One potential solution is to pre-program AI systems with a set of values to reference each time they undertake a task. However, defining these values and ensuring they represent all people equitably presents challenges. The researchers, therefore, suggested the MGE method as a means of addressing these issues.
MGE involves two main components. The first, ‘value cards,’ encapsulate what is important to an individual in a specific situation. They include elements that a person might pay attention to when making a meaningful decision. The second component, the ‘moral graph,’ visually depicts the relationships between different value cards, indicating which values are more relevant or insightful in a given context. The graph is created by having participants compare different value cards and decide which they believe provide the best guidance for a particular situation.
A study involving 500 participants was conducted to test MGE. The participants used the method to explore three sensitive topics: abortion, parenting, and the weapons used in the January 6th Capitol riot.

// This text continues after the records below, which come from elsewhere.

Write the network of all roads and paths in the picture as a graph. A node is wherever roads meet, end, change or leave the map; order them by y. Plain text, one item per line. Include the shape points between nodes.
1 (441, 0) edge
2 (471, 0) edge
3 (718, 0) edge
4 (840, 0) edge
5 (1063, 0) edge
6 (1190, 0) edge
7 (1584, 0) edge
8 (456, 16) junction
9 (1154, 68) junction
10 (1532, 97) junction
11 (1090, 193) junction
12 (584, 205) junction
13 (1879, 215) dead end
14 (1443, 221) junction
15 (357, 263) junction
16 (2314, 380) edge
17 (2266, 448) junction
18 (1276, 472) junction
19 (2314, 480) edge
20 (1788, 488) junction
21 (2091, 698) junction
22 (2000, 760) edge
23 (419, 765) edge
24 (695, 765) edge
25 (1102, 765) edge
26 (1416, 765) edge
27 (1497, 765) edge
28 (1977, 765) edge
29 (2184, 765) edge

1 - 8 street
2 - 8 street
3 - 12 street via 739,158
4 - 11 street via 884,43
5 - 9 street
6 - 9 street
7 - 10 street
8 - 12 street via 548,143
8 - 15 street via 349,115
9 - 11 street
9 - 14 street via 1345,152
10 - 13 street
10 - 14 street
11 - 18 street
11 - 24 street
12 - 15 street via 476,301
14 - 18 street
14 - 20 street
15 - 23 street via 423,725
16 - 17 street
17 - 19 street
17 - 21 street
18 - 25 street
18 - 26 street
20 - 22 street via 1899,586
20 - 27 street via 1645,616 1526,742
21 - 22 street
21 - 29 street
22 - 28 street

The results were promising, with 89.1% of participants feeling well-represented by the process and 89% believing the final moral graph was fair, despite their value not being deemed the wisest.
The researchers proposed that an alignment target must meet six criteria to influence model behavior based on human values: it must be detailed, generalizable, scalable, robust, legitimate, and auditable. The team argued that the moral graph produced by MGE performs well on these criteria.
Despite the study’s positive results, concerns remain around AI alignment methods, especially those that source values from the public. Historically, minority views have often been eventually adopted by the majority, indicating the importance of dissenting viewpoints in democratic decision-making. Furthermore, public input into AI systems, while democratic, could fuel populism and override minority opinions. Cultural disparities are another challenge, as principles widely accepted in one region may be controversial in another. Global and diverse cultural value integration into AI systems is a crucial consideration for any alignment strategy, to prevent Western value dominance and erosion of peripheral views.
In conclusion, although there are limitations and opportunities for further development, the study offers a valuable strategy for aligning AI systems with human values. As AI systems become more central to our lives, every effort to align these technologies with diverse human values is invaluable in ensuring fair and equitable AI governance.